第16話 帰郷からの帰宅(12/23~12/25)
「あ、これ‶プリン″だ」
「プリンー? えー何々、ちょうだ〜い」
帰り際に出会った人からいただいたお菓子の箱を手にとって呟くと、ぐでっと寝転がっていたえる子がむくりと起き上がる。
けれど、私の持ってる箱が自分の想像していたよくあるカスタードとカラメルのぷるぷるとろとろのプリンじゃないとわかってまたグダーっとコタツの上に伸びる。
「なんだ、燐火のハネムーン土産じゃん。プリンじゃないじゃん」
える子はどうしてもあの人のことを今の名前で呼ばないみたいだ。ま、そう簡単に切り替えられるものでもないだろう。気長に待とう。
「本当はターキッシュディライトっていうお菓子なんだけどね。『ライオンと魔女』って児童文学ではプリンって翻訳されていたんだよ。当時の日本の子供には馴染みのないお菓子だし、ターキッシュディライトって名前も難しいからとかそんな理由で」
説明しながら私はちょっとワクワクした。子供の時に読んで「どんなお菓子なんだろう」と想像に胸を膨らませたお菓子が今ここに。

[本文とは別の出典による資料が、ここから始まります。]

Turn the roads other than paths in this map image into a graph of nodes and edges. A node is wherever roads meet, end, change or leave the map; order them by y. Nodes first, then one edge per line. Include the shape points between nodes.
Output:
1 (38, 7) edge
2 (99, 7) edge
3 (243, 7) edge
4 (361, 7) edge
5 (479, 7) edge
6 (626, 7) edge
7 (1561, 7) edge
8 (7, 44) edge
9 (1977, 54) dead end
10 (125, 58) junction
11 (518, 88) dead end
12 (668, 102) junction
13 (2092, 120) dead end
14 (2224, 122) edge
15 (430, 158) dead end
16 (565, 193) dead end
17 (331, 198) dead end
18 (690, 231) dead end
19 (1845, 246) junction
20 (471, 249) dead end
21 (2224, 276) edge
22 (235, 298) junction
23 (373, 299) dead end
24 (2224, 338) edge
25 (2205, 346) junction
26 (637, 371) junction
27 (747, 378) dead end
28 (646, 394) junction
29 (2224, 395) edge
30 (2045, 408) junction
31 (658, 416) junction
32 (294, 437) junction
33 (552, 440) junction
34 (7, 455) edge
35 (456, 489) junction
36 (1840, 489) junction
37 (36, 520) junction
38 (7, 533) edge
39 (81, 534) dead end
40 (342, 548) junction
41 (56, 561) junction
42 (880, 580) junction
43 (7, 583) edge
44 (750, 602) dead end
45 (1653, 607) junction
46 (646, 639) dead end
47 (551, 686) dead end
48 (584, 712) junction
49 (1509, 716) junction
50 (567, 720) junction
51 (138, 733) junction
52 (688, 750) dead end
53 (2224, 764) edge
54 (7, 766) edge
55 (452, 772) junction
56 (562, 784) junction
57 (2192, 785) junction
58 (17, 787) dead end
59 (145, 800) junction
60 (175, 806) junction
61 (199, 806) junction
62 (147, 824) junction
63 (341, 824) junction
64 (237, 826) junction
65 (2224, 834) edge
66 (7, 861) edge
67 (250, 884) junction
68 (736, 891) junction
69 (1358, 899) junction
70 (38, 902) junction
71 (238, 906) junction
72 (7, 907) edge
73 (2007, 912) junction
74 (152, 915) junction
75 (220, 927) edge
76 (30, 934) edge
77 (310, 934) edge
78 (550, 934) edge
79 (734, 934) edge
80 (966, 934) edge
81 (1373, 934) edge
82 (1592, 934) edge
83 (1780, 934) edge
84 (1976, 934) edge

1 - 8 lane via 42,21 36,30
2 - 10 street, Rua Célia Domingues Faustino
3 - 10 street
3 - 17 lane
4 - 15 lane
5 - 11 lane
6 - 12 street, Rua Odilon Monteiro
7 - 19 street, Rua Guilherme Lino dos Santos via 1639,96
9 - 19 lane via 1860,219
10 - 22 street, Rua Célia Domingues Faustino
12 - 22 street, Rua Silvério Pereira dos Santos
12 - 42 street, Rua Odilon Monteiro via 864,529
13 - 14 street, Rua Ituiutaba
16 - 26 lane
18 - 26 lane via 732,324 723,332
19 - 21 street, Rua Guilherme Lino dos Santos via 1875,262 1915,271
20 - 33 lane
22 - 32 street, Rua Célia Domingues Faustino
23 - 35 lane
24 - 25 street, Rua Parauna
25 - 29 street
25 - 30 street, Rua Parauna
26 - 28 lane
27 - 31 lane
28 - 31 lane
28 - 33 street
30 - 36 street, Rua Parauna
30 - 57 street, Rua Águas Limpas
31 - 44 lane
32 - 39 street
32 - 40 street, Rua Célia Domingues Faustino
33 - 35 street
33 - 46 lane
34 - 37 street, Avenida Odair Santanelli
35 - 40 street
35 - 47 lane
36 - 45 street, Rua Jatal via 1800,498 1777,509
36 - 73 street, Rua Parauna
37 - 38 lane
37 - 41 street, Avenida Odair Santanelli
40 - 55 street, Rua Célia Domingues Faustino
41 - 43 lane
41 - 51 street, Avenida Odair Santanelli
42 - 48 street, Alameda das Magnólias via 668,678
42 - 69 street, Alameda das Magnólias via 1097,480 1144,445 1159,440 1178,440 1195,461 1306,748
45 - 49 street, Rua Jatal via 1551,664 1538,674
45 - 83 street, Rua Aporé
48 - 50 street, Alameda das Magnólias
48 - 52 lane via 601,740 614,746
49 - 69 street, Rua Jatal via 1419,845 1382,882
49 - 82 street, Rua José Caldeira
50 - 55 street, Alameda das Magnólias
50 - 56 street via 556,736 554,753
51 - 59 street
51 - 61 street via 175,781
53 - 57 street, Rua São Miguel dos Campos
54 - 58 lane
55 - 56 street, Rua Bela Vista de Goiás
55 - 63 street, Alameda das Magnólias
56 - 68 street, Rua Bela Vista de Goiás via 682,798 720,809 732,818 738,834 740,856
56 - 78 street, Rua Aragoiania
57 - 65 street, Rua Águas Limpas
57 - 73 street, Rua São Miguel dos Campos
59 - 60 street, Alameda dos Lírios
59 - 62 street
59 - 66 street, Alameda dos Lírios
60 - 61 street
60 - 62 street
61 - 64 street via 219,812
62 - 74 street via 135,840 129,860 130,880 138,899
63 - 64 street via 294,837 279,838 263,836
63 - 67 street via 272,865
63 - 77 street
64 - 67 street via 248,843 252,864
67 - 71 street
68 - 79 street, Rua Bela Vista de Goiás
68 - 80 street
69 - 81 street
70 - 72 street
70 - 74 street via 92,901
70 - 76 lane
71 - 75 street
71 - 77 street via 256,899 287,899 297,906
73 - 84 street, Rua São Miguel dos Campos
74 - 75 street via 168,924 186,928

……それにしても、まさか異世界に行ってオーストラリア土産を受け取るとは。
える子のお友達、というか初恋のお相手のその人は、犬顔美男子な夫さんが曳く橇に乗り込んでから、何かを思い出したように私を身振り手振りで私を呼び止め、お菓子がいくつか入った袋を手渡したのだった。ターキッシュディライトの他には南半球を訪れた人からお土産にいただくことの多いチョコレートがかかったビスケットがある。
「※※※※」
お土産を手渡しがてら、異世界の言葉で私の耳に何かを囁いて、その人は蠱惑的な微笑みを浮かべる。言葉のわからない私がきょとんとする間に夫さんの掛け声に合わせて橇は遠ざかり、その人も手を振りながら去って行く。

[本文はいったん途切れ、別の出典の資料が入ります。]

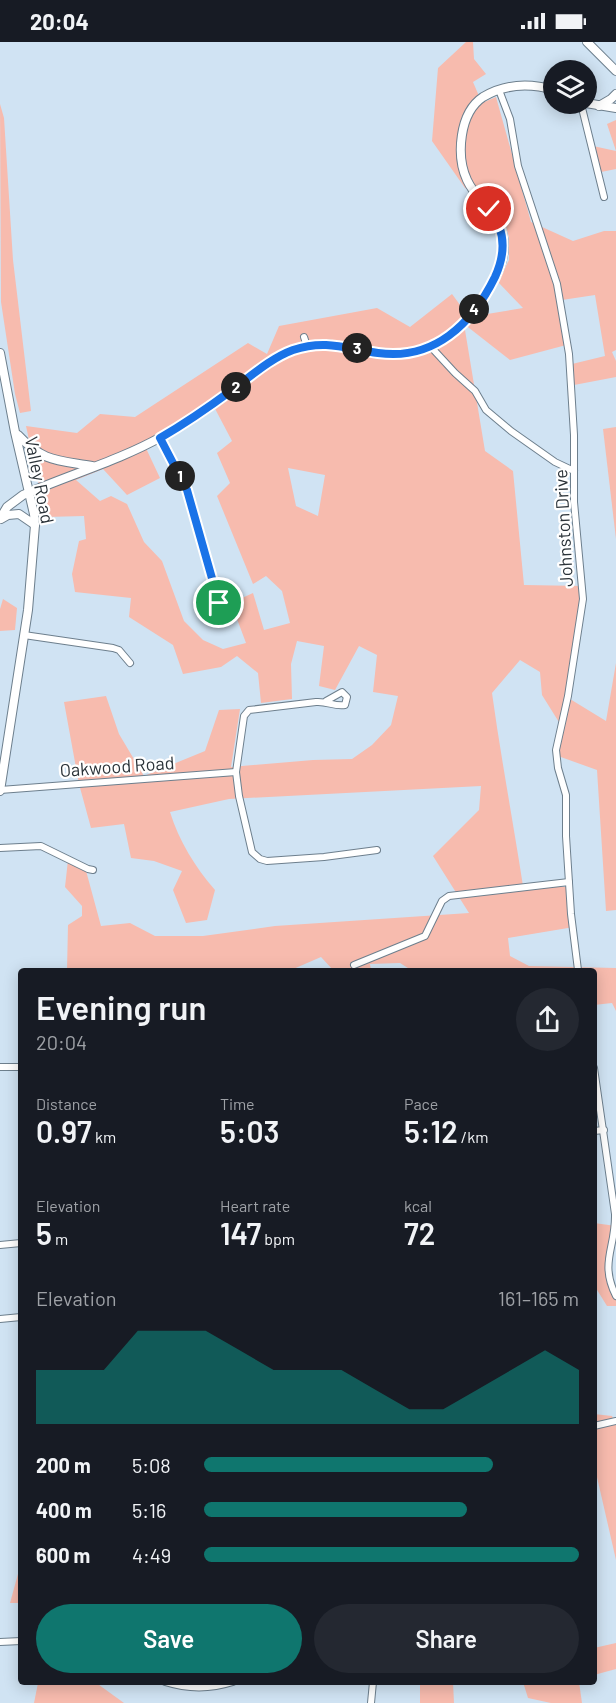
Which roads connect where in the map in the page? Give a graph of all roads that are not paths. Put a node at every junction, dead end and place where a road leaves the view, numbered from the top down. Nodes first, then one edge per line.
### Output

うん、綺麗な人だった。帰りに出会った時はえる子の村の人たちが着ていたのと同じ厚手の民族衣装姿も素敵だったけど、こちらに着いた時にカップ麺を拾ってもらった時に見た薄手のワンピース姿なんて女神像みたいだった……。12〜13歳の二人が一緒にいるところを見てみたかった……。さぞ綺麗で可愛かったろう。
銀色の髪と銀色の髪の女の子がお花畑で戯れるイメージを浮かべながら、さっそく箱にかかったビニールを剥いだ。

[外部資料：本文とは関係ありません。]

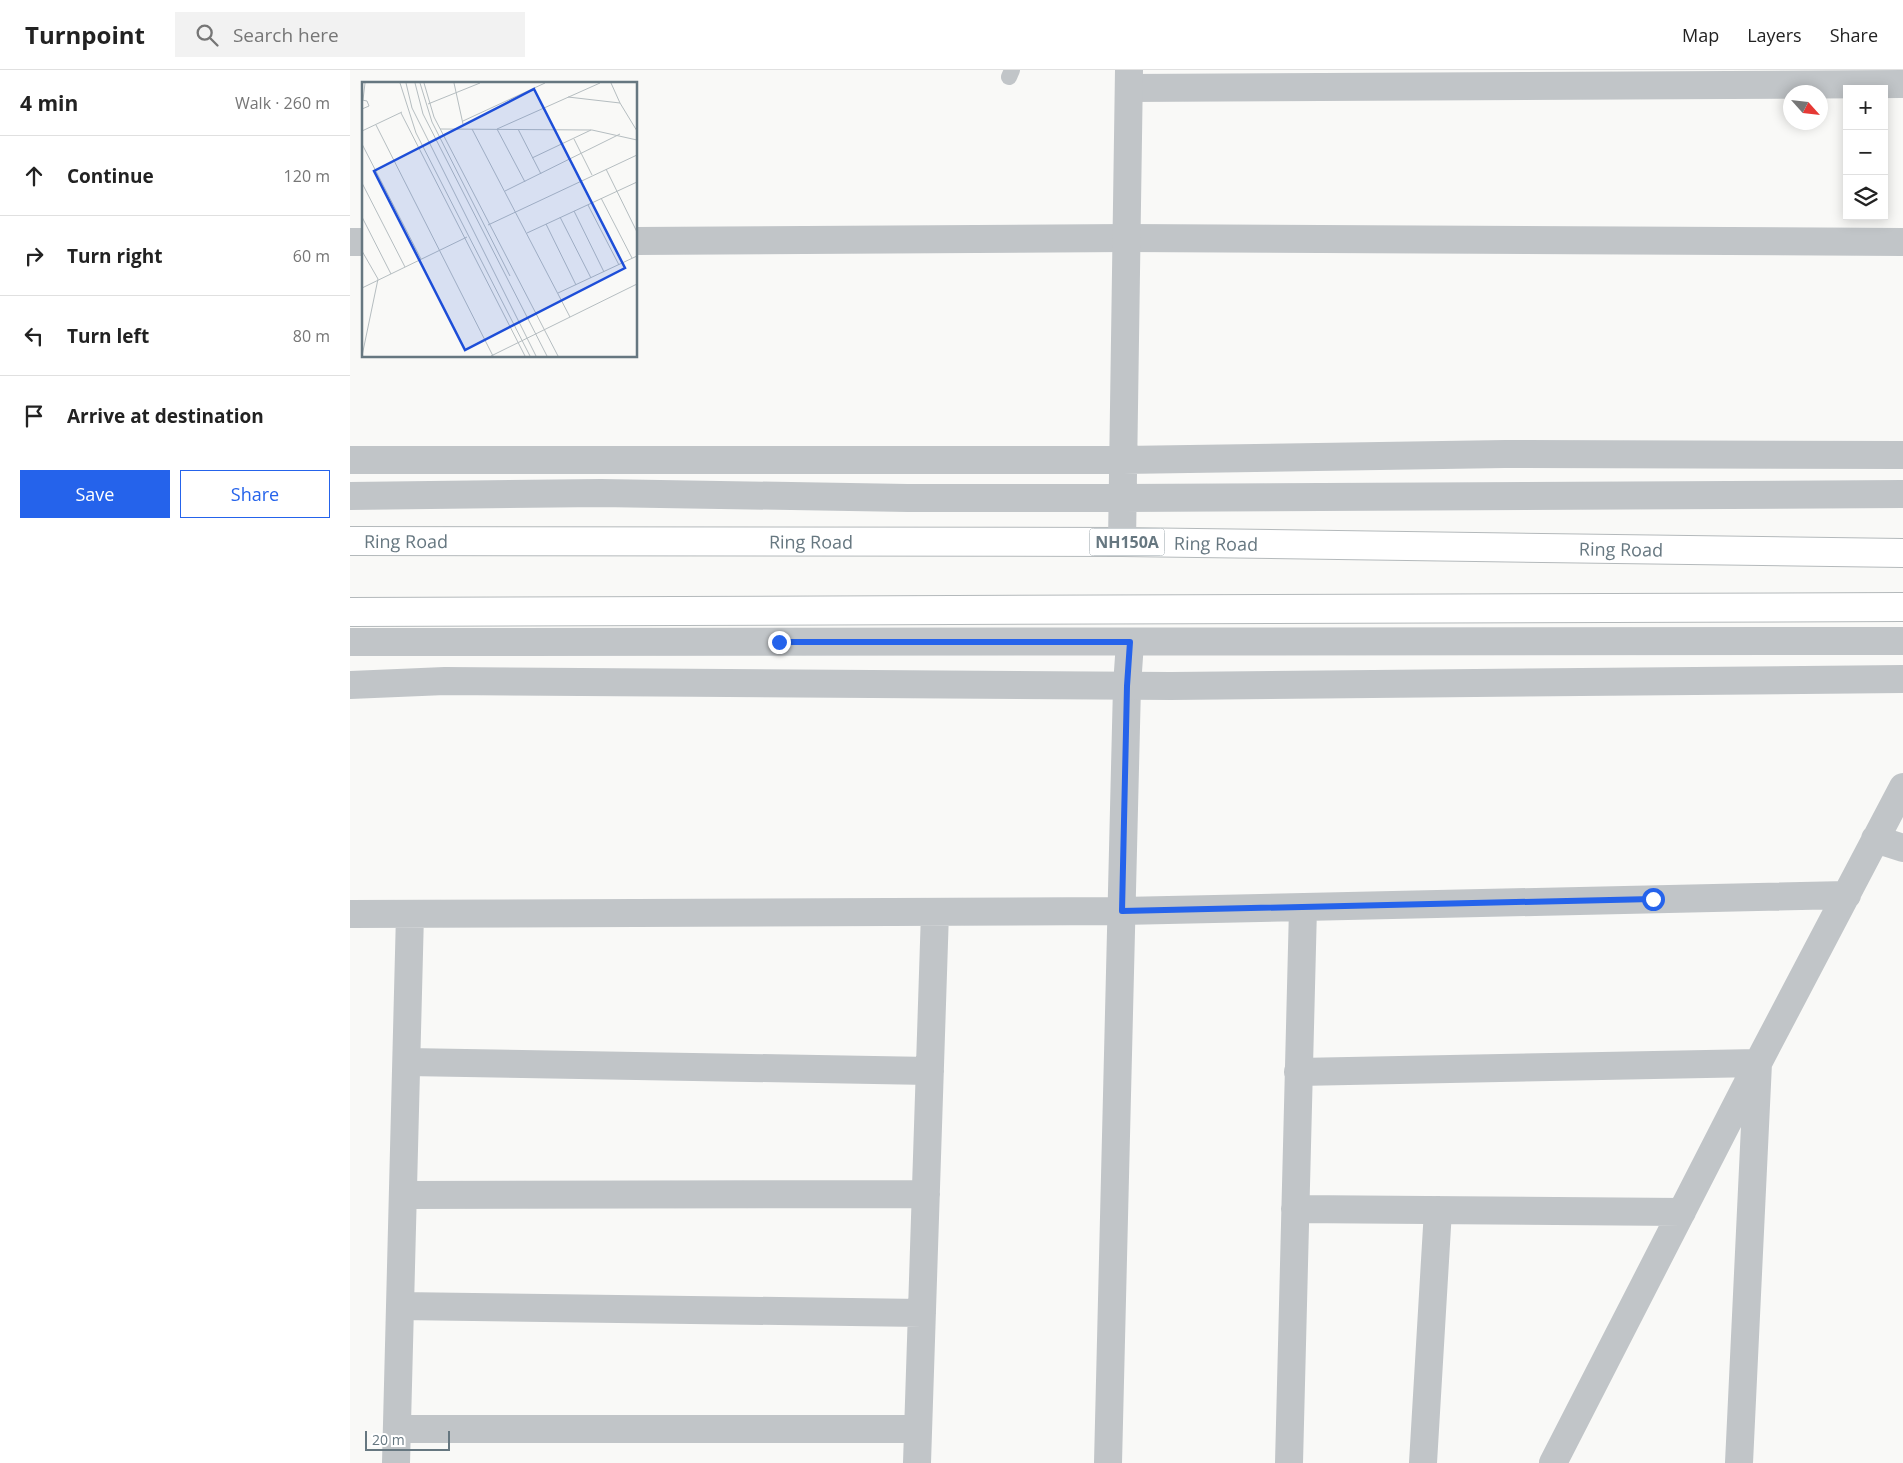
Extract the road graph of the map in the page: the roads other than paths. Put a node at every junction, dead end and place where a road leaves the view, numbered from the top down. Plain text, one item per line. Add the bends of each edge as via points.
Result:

それにしても橇に乗った美女からターキッシュディライトを貰うなんて。懐かしいあの物語の挿絵が思い浮かぶ。私、誘惑されるんだろうかとちょっとふざけたことを考えたらつい笑ってしまった。
「……何、ニヤニヤして」
「別に〜」
初めてみたそのお菓子は、四角い小さなブロック状のゼリーもしくはグミ、あるいは柚餅子のようだった。半透明の赤・黄・緑の三色で白い粉がまぶさっている。見た目はお菓子というには綺麗すぎておもちゃの宝石ぽくもあり可愛らしい。手にとってみると弾力があってお餅か求肥のよう。
私は黄色いものをつまんでかざしてみた。
色味がちょうど、少女時代のえる子が家出する直前にこっそり枕に隠したというあの石に似ている。
家と村を出る決意を固める前、える子はその石を二人の秘密の隠し場所から彼女に無断で持ち出して隠したのだという。あの引き出し付きの枕の中へ。
「なんでそんな、子供っぽい意地悪したの?」
「……あたしだってわかんないよ。やっぱ腹たって寂しくて悔しかったんでしょ。あたしの大事な人をあんなチビに取られてさ。チビの癖にこんなのあげるってのがマセてて気持ち悪いし。燐火にだってあたしよりアイツの方を好きになるなんて……って気持ちがあったし。あのチビよりあたしのほうが絶対絶対いいのに。あいつなんて橇曳くのがちょっと上手なだけだし。チンコはやしてるだけだし」
「えっちゃん、その辺でストップしよう」
やんわりとたしなめた方がいいなって時に‶えっちゃん″呼びをするのは、私たちが出会ってから生み出された習慣の一つである。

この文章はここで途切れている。